Keep It Personal Amid the Automation

I had a great virtual conversation with an advisor I respect a great deal this morning around customer service. I have always believed, even as a leading edge adopter of technology who advises advisors on technology, that we cannot lose touch with the relationship.

Granted, the days of doing everything by hand and in person are gone - and there are many user friendly systems that help automate the data points we need brought to the surface to drive our actions and tasks. Yet, the power of a personal phone call or email amid the scheduled messaging and marketing automation is worth every ounce of time it takes.

The conversation had two-fold reward, as I was also reminded of an outstanding customer service resource, Good Experience by Mark Hurst, who is a thought leader when it comes to identifying the "good experience" and sharing what works and does not work for very successful brands. 

I was a long time reader of Mark's newsletter and web site - and had lost track of the subscription through a set of email changes and business startup in 2009. This is a source of content I would recommend as a part of your regular reading routine. And of course, I have re-subscribed!

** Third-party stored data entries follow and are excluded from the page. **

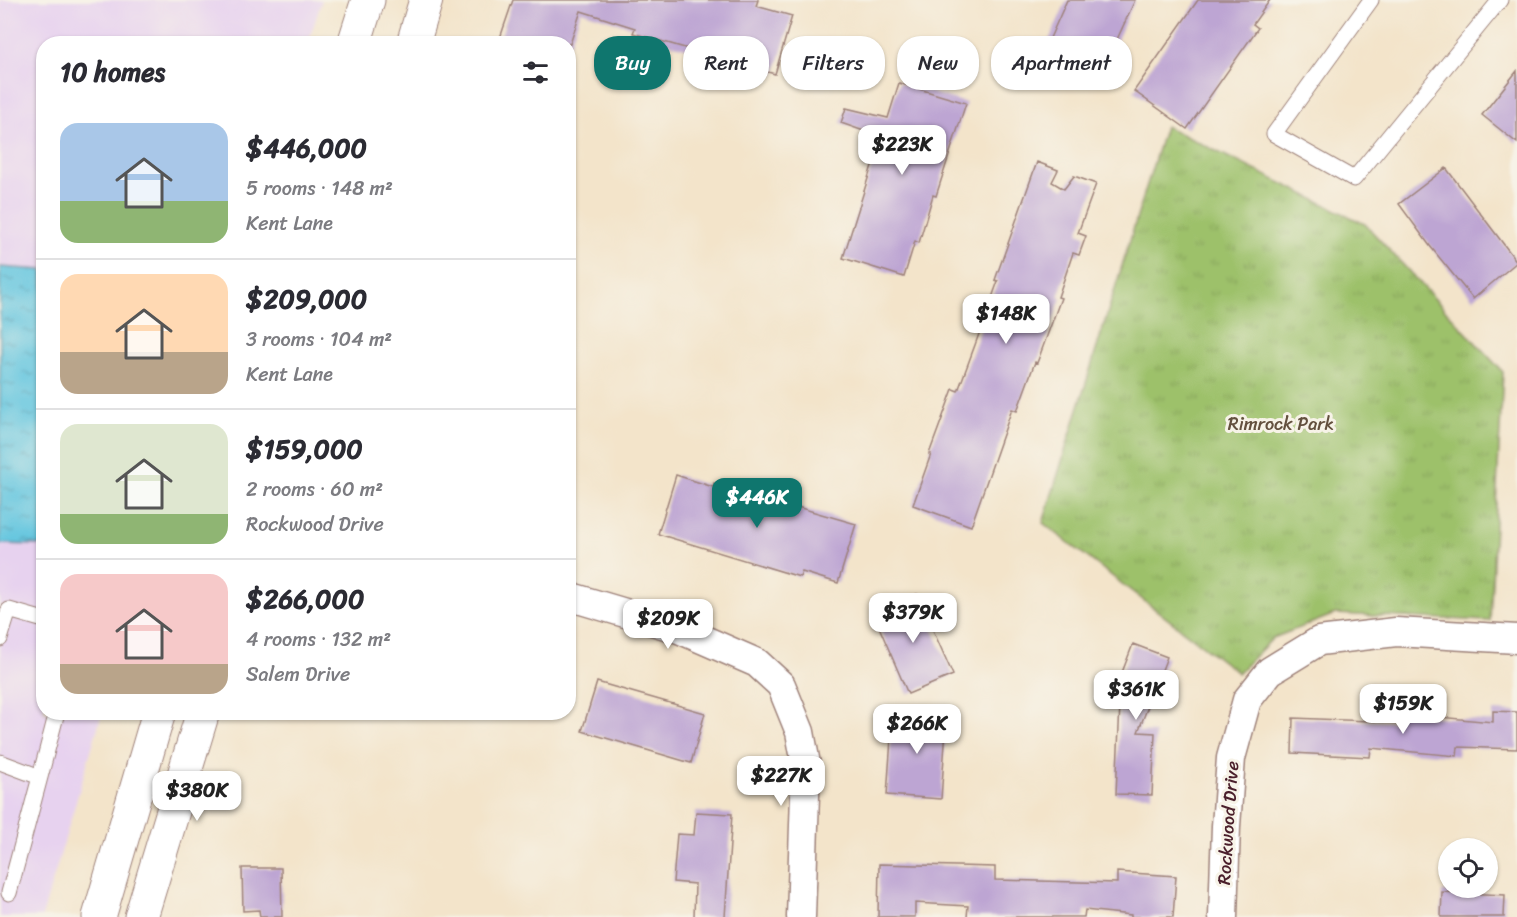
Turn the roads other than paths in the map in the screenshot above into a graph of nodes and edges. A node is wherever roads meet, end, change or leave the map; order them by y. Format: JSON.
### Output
{"nodes":[{"id":1,"x":368,"y":0,"type":"edge"},
{"id":2,"x":426,"y":0,"type":"edge"},
{"id":3,"x":1371,"y":0,"type":"edge"},
{"id":4,"x":1500,"y":0,"type":"edge"},
{"id":5,"x":357,"y":36,"type":"edge"},
{"id":6,"x":415,"y":36,"type":"edge"},
{"id":7,"x":576,"y":598,"type":"edge"},
{"id":8,"x":36,"y":618,"type":"edge"},
{"id":9,"x":0,"y":639,"type":"edge"},
{"id":10,"x":1517,"y":639,"type":"edge"},
{"id":11,"x":55,"y":720,"type":"edge"},
{"id":12,"x":157,"y":720,"type":"edge"},
{"id":13,"x":201,"y":720,"type":"edge"},
{"id":14,"x":0,"y":762,"type":"edge"},
{"id":15,"x":40,"y":777,"type":"junction"},
{"id":16,"x":9,"y":893,"type":"dead end"},
{"id":17,"x":99,"y":917,"type":"edge"},
{"id":18,"x":141,"y":917,"type":"edge"},
{"id":19,"x":801,"y":917,"type":"edge"},
{"id":20,"x":1223,"y":917,"type":"edge"}],
"edges":[{"from":1,"to":5,"type":"main road"},
{"from":2,"to":6,"type":"main road"},
{"from":3,"to":4,"type":"lane"},
{"from":7,"to":19,"type":"street"},
{"from":8,"to":9,"type":"lane"},
{"from":10,"to":20,"type":"street","name":"Rockwood Drive"},
{"from":11,"to":15,"type":"lane"},
{"from":12,"to":17,"type":"main road"},
{"from":13,"to":18,"type":"main road"},
{"from":14,"to":15,"type":"lane"},
{"from":15,"to":16,"type":"lane"}]}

While my mantra around identifying and automating the process and workflow that powers your operations will not change - I will never suggest that we eradicate the personal touch - as the human relationship is so central not only to your business - but also our business of providing advice to advisors. 

A final analogy to the point of maintaining a personal connection with your contacts amid the "systemizing" we all evolve through in business with technology. I recently met with a personal advisor relating to my business and financial life - and while we often communicate electronically - he also took the time to hand write a personal note card, dropped a clipping of relevance to our business in the envelope - and mailed if off the old fashioned way. That carries a great deal of weight with me - and I am certain with anyone reading this now.